Final answer:
After converting each equation to slope-intercept form, Lines 1 and 2 are found to be parallel with the same slope, and both are perpendicular to Line 3 as their slopes are negative reciprocals of each other.
Step-by-step explanation:
To determine whether the lines are parallel, perpendicular, or neither, we need to compare their slopes. Lines that are parallel have the same slope, while lines that are perpendicular have slopes that are negative reciprocals of each other. For the given equations, let's put them in slope-intercept form, y=mx+b, where m is the slope: Line 1: y=5/2x-6 (slope m1=5/2). Line 2: 2y=5x+7, which simplifies to y=5/2x+7/2 (slope m2=5/2). Line 3: 4x+10y=4, which simplifies to y=-2/5x+2/5 (slope m3=-2/5).
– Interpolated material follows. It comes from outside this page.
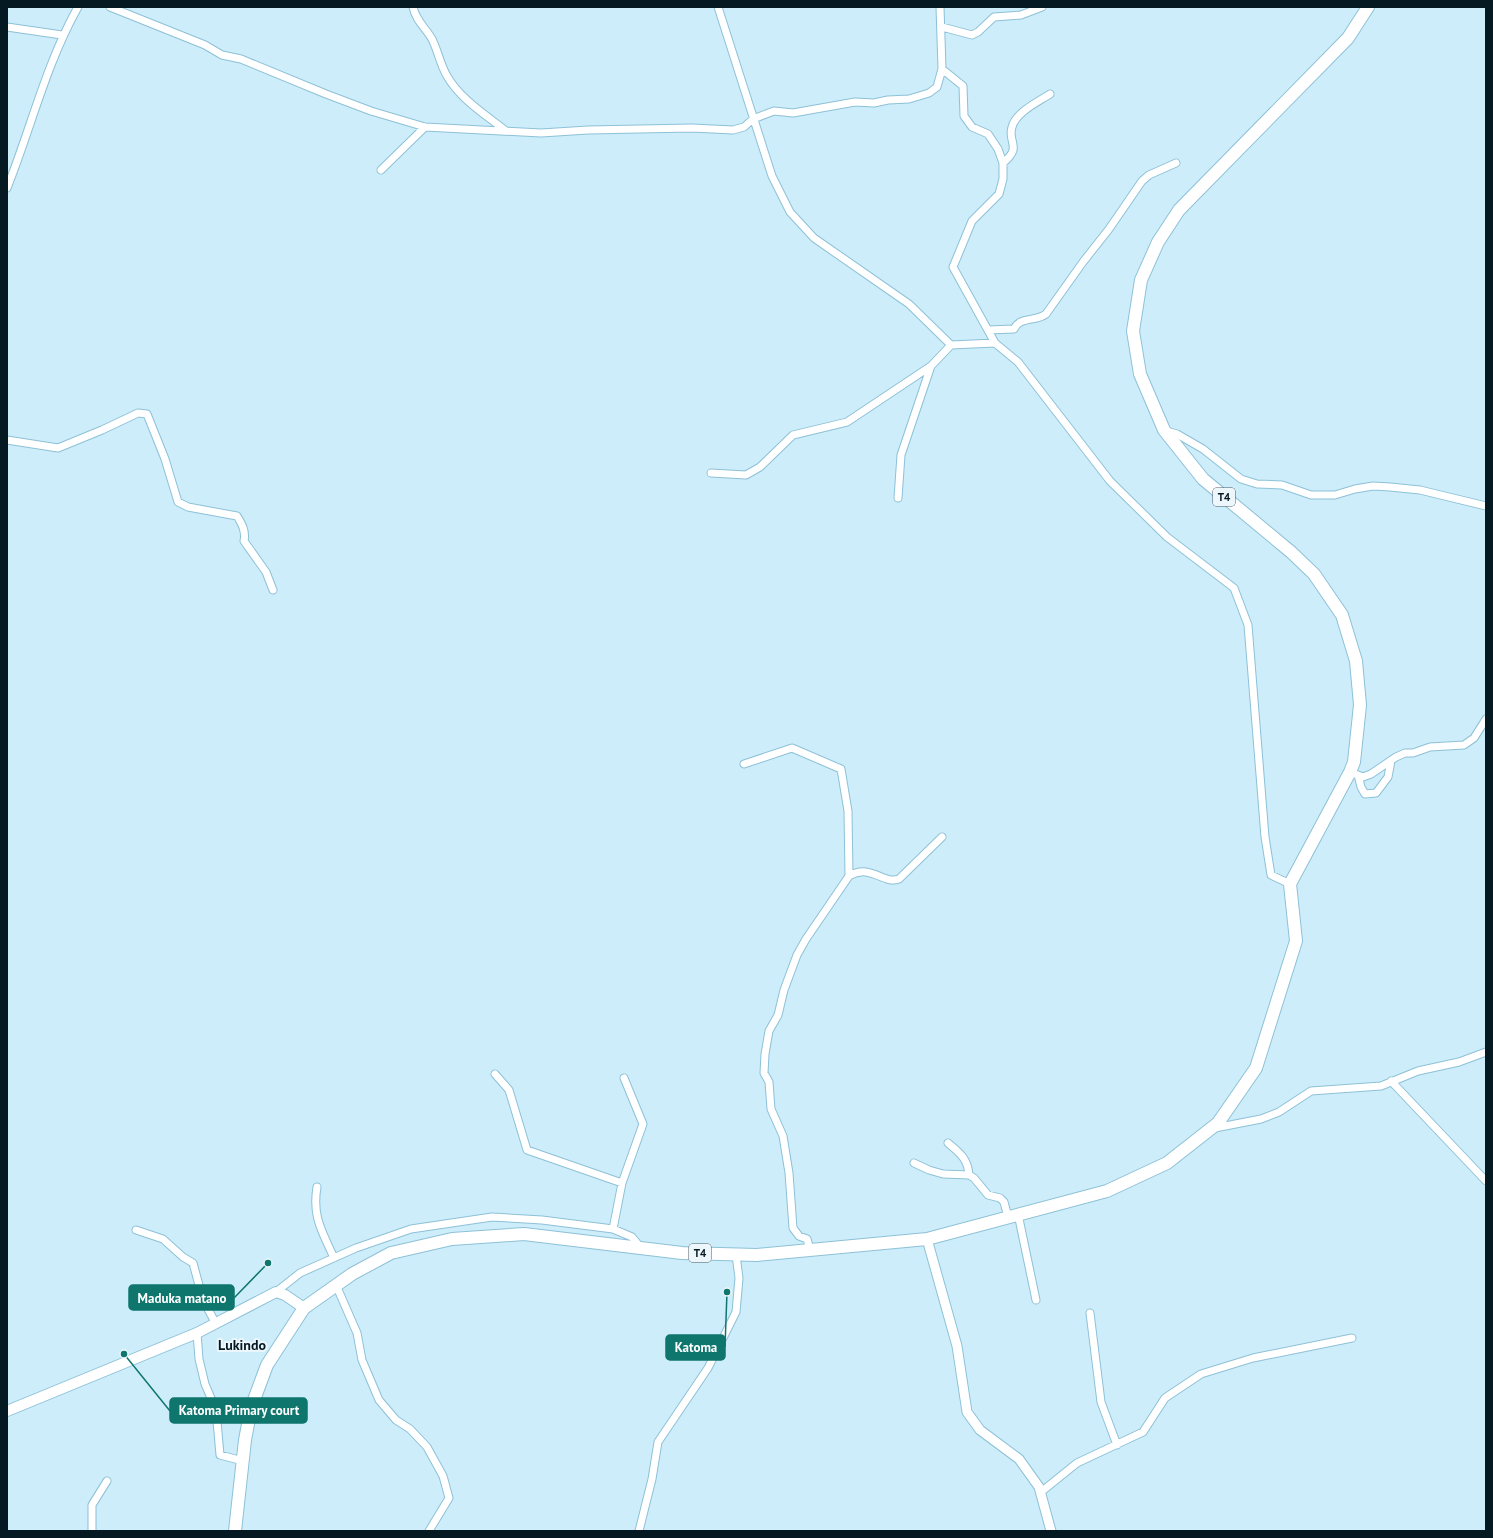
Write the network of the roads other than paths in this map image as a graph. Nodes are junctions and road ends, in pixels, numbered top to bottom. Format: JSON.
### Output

Now let's compare the slopes of each pair of lines: Lines 1 and 2: m1=m2, so they are parallel. Lines 1 and 3: m1 * m3 = 5/2 * -2/5 = -1, so they are perpendicular. Lines 2 and 3 also have slopes that multiply to -1, so they are also perpendicular. In conclusion, Lines 1 and 2 are parallel, and each is perpendicular to Line 3.